::: Material for this task
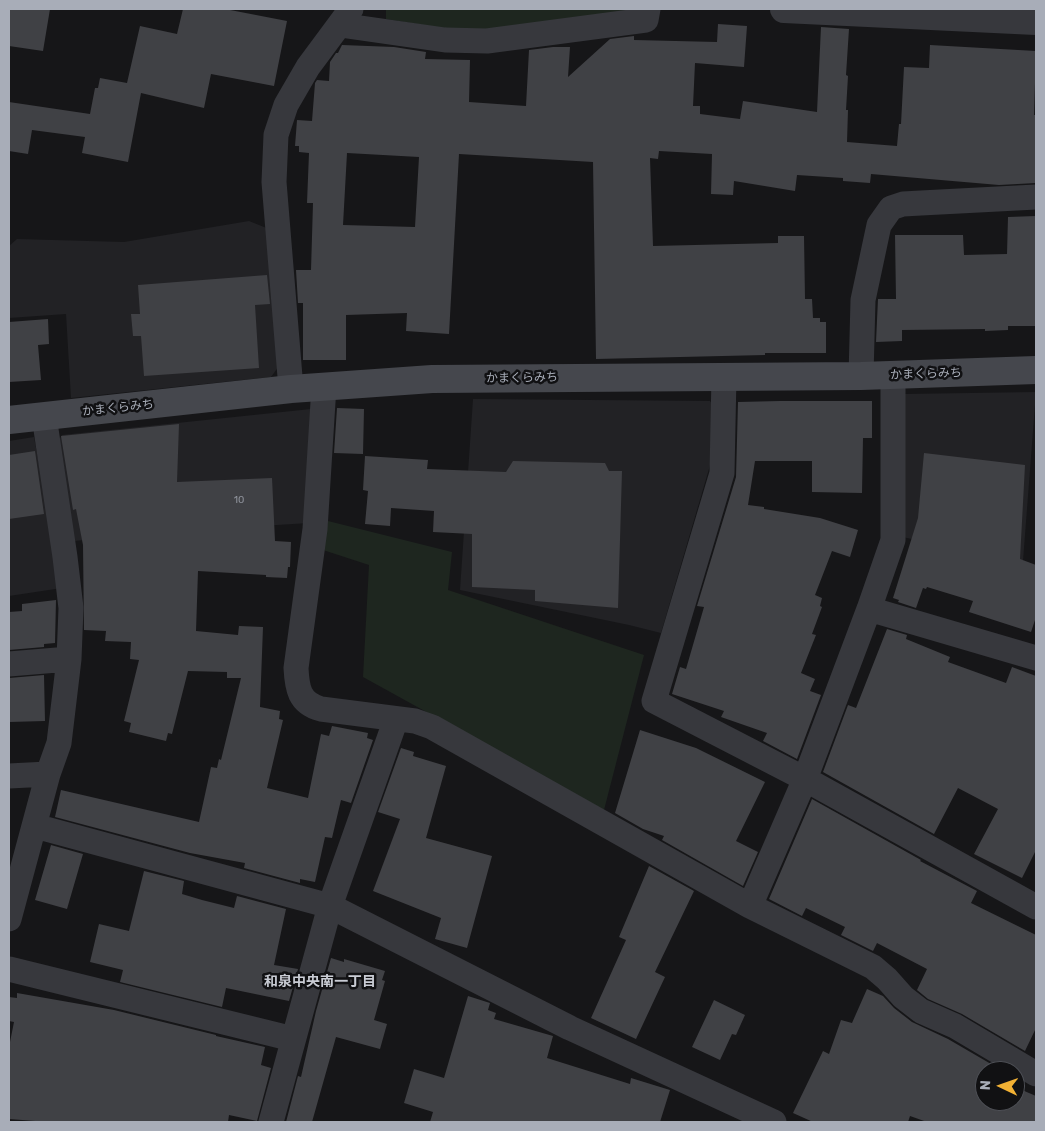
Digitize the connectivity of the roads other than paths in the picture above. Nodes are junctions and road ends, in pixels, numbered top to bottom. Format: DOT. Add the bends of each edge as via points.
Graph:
graph roads {
  1 [pos="648,9"];
  2 [pos="784,9"];
  3 [pos="346,17"];
  4 [pos="1036,20"];
  5 [pos="1036,197"];
  6 [pos="1036,370"];
  7 [pos="893,375"];
  8 [pos="724,376"];
  9 [pos="861,376"];
  10 [pos="324,386"];
  11 [pos="291,389"];
  12 [pos="44,416"];
  13 [pos="9,420"];
  14 [pos="869,609"];
  15 [pos="1036,658"];
  16 [pos="69,659"];
  17 [pos="9,664"];
  18 [pos="396,719"];
  19 [pos="48,774"];
  20 [pos="9,776"];
  21 [pos="805,779"];
  22 [pos="36,826"];
  23 [pos="330,906"];
  24 [pos="750,906"];
  25 [pos="1036,907"];
  26 [pos="9,920"];
  27 [pos="9,969"];
  28 [pos="293,1039"];
  29 [pos="1034,1067"];
  30 [pos="271,1122"];
  31 [pos="774,1122"];
  1 -- 3 [label="street" via="646,20 487,41 445,40"];
  2 -- 4 [label="street"];
  3 -- 11 [label="street" via="308,67 286,105 276,135 274,182"];
  5 -- 9 [label="street" via="903,204 891,208 879,225 863,300"];
  6 -- 7 [label="main road, かまくらみち"];
  7 -- 9 [label="main road, かまくらみち"];
  7 -- 14 [label="street" via="893,540"];
  8 -- 9 [label="main road, かまくらみち"];
  8 -- 10 [label="main road, かまくらみち" via="432,379"];
  8 -- 21 [label="street" via="722,473 654,701"];
  10 -- 11 [label="main road, かまくらみち"];
  10 -- 18 [label="street" via="315,529 296,680 300,692 312,707"];
  11 -- 12 [label="main road, かまくらみち"];
  12 -- 13 [label="main road, かまくらみち"];
  12 -- 16 [label="street" via="70,600"];
  14 -- 15 [label="street"];
  14 -- 21 [label="street"];
  16 -- 17 [label="street"];
  16 -- 19 [label="street" via="59,743"];
  18 -- 23 [label="street"];
  18 -- 24 [label="street" via="432,727"];
  19 -- 20 [label="street"];
  19 -- 22 [label="street"];
  21 -- 24 [label="street"];
  21 -- 25 [label="street"];
  22 -- 23 [label="street"];
  22 -- 26 [label="street"];
  23 -- 28 [label="street"];
  23 -- 31 [label="street" via="570,1028"];
  24 -- 29 [label="street" via="873,967 902,997 921,1011"];
  27 -- 28 [label="street"];
  28 -- 30 [label="street"];
}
::::::
◆ Task brief: Above are records with pictures; repeat the records exactly and leave the pictures out.

◆ Answer for this exercise:
Digitize the connectivity of the roads other than paths in the picture above. Nodes are junctions and road ends, in pixels, numbered top to bottom. Format: DOT. Add the bends of each edge as via points.
Graph:
graph roads {
  1 [pos="648,9"];
  2 [pos="784,9"];
  3 [pos="346,17"];
  4 [pos="1036,20"];
  5 [pos="1036,197"];
  6 [pos="1036,370"];
  7 [pos="893,375"];
  8 [pos="724,376"];
  9 [pos="861,376"];
  10 [pos="324,386"];
  11 [pos="291,389"];
  12 [pos="44,416"];
  13 [pos="9,420"];
  14 [pos="869,609"];
  15 [pos="1036,658"];
  16 [pos="69,659"];
  17 [pos="9,664"];
  18 [pos="396,719"];
  19 [pos="48,774"];
  20 [pos="9,776"];
  21 [pos="805,779"];
  22 [pos="36,826"];
  23 [pos="330,906"];
  24 [pos="750,906"];
  25 [pos="1036,907"];
  26 [pos="9,920"];
  27 [pos="9,969"];
  28 [pos="293,1039"];
  29 [pos="1034,1067"];
  30 [pos="271,1122"];
  31 [pos="774,1122"];
  1 -- 3 [label="street" via="646,20 487,41 445,40"];
  2 -- 4 [label="street"];
  3 -- 11 [label="street" via="308,67 286,105 276,135 274,182"];
  5 -- 9 [label="street" via="903,204 891,208 879,225 863,300"];
  6 -- 7 [label="main road, かまくらみち"];
  7 -- 9 [label="main road, かまくらみち"];
  7 -- 14 [label="street" via="893,540"];
  8 -- 9 [label="main road, かまくらみち"];
  8 -- 10 [label="main road, かまくらみち" via="432,379"];
  8 -- 21 [label="street" via="722,473 654,701"];
  10 -- 11 [label="main road, かまくらみち"];
  10 -- 18 [label="street" via="315,529 296,680 300,692 312,707"];
  11 -- 12 [label="main road, かまくらみち"];
  12 -- 13 [label="main road, かまくらみち"];
  12 -- 16 [label="street" via="70,600"];
  14 -- 15 [label="street"];
  14 -- 21 [label="street"];
  16 -- 17 [label="street"];
  16 -- 19 [label="street" via="59,743"];
  18 -- 23 [label="street"];
  18 -- 24 [label="street" via="432,727"];
  19 -- 20 [label="street"];
  19 -- 22 [label="street"];
  21 -- 24 [label="street"];
  21 -- 25 [label="street"];
  22 -- 23 [label="street"];
  22 -- 26 [label="street"];
  23 -- 28 [label="street"];
  23 -- 31 [label="street" via="570,1028"];
  24 -- 29 [label="street" via="873,967 902,997 921,1011"];
  27 -- 28 [label="street"];
  28 -- 30 [label="street"];
}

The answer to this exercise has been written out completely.